Records provided –
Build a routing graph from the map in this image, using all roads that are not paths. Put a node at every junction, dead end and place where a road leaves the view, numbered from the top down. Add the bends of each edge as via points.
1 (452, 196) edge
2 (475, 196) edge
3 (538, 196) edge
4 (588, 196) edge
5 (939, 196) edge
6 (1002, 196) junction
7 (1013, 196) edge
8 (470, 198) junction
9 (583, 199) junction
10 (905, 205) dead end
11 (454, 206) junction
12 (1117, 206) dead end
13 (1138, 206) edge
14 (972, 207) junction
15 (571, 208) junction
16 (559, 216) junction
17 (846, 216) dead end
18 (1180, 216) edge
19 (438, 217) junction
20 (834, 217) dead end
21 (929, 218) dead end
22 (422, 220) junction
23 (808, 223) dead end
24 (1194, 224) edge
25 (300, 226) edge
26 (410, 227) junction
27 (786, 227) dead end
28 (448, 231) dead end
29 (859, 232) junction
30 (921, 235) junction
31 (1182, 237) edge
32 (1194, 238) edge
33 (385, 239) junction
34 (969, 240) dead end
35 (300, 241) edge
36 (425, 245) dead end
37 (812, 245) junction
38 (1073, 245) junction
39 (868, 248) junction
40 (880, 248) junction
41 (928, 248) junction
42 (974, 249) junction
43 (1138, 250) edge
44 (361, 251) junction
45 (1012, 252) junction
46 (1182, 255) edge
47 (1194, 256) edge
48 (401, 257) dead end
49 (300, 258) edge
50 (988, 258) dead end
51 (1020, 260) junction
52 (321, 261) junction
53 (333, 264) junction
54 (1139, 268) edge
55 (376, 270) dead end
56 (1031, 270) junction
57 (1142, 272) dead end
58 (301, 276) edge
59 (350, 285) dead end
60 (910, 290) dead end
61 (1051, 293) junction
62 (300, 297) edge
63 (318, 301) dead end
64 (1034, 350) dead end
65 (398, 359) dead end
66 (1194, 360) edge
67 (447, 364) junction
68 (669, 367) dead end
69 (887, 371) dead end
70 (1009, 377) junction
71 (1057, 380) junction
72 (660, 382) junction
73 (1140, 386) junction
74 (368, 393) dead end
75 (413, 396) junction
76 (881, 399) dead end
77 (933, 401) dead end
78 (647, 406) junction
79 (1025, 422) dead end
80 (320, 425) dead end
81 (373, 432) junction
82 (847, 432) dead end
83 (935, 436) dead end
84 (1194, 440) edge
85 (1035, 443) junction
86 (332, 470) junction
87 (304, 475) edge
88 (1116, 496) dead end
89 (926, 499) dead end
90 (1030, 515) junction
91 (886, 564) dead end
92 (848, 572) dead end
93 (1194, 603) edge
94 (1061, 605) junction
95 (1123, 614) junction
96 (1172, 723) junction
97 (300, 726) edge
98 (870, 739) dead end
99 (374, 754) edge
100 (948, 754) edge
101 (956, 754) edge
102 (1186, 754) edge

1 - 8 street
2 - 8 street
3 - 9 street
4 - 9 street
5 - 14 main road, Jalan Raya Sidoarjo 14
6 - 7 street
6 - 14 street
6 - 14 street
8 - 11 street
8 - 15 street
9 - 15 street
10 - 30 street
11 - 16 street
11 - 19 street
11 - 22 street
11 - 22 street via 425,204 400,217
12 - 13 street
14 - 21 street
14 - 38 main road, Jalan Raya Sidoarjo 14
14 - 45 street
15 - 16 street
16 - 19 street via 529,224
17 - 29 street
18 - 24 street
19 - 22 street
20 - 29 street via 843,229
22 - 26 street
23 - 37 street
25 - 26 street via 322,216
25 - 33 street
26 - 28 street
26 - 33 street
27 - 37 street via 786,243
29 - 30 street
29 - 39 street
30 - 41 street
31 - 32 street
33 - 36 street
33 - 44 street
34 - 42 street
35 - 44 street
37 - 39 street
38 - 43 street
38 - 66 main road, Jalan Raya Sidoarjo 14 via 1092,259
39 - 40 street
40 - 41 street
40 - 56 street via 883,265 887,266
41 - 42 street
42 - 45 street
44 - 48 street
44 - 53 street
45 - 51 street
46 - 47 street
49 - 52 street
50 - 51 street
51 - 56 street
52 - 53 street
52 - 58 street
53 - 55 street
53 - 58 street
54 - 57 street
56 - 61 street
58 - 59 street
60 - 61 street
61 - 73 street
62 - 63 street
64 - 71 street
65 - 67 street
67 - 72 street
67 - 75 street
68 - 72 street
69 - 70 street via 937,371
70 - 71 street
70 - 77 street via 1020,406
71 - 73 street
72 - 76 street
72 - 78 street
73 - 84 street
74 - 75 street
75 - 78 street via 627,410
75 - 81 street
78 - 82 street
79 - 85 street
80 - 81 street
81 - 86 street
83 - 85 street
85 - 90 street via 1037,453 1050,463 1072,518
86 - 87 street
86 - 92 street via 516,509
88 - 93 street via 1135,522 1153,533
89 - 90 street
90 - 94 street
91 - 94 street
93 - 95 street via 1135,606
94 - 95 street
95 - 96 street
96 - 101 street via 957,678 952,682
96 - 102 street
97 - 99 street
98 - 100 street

Task statement – Collect each line above holding the string "Sidoarjo".

Exercise output –
5 - 14 main road, Jalan Raya Sidoarjo 14
14 - 38 main road, Jalan Raya Sidoarjo 14
38 - 66 main road, Jalan Raya Sidoarjo 14 via 1092,259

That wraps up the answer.